# YOUR GOAL:
Images excluded, reproduce each line of the records exactly as it stands.

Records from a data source
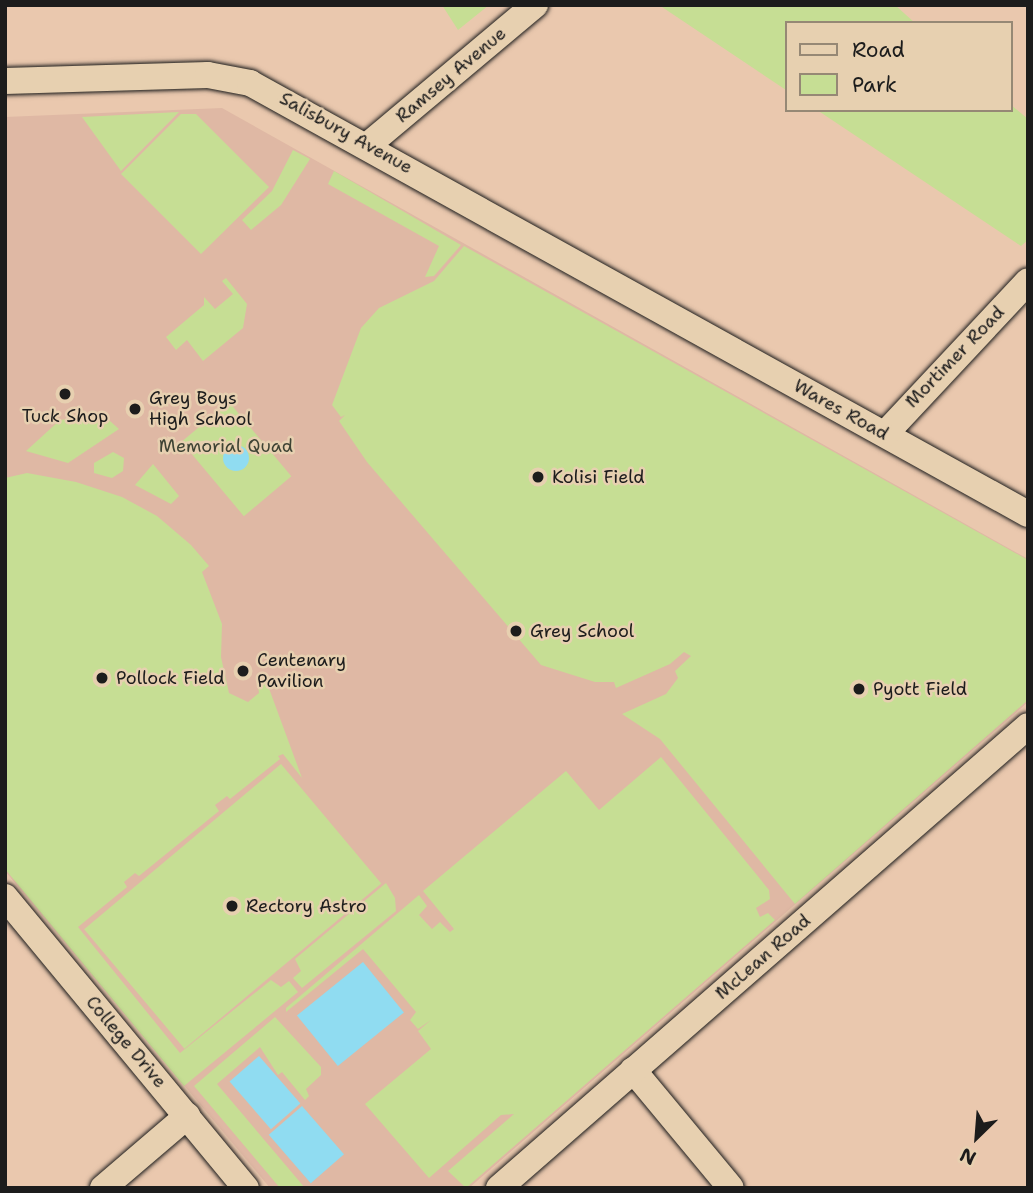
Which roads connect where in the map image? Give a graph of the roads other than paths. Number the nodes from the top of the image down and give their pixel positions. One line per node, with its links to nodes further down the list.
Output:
1 (535, 5): 3 (street, Ramsey Avenue)
2 (5, 81): 3 (street, Salisbury Avenue)
3 (368, 145): 5 (street, Salisbury Avenue)
4 (1028, 281): 6 (street, Mortimer Road)
5 (655, 306): 6 (street, Wares Road)
6 (885, 434): 7 (street, Wares Road)
7 (1028, 514)
8 (1028, 726): 10 (street, McLean Road)
9 (5, 897): 11 (street, College Drive)
10 (633, 1070): 14 (street, McLean Road); 15 (street)
11 (187, 1116): 12 (street); 13 (street, College Drive)
12 (103, 1188)
13 (246, 1188)
14 (499, 1188)
15 (731, 1188)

# ANSWER TO THIS PROBLEM:
Which roads connect where in the map image? Give a graph of the roads other than paths. Number the nodes from the top of the image down and give their pixel positions. One line per node, with its links to nodes further down the list.
Output:
1 (535, 5): 3 (street, Ramsey Avenue)
2 (5, 81): 3 (street, Salisbury Avenue)
3 (368, 145): 5 (street, Salisbury Avenue)
4 (1028, 281): 6 (street, Mortimer Road)
5 (655, 306): 6 (street, Wares Road)
6 (885, 434): 7 (street, Wares Road)
7 (1028, 514)
8 (1028, 726): 10 (street, McLean Road)
9 (5, 897): 11 (street, College Drive)
10 (633, 1070): 14 (street, McLean Road); 15 (street)
11 (187, 1116): 12 (street); 13 (street, College Drive)
12 (103, 1188)
13 (246, 1188)
14 (499, 1188)
15 (731, 1188)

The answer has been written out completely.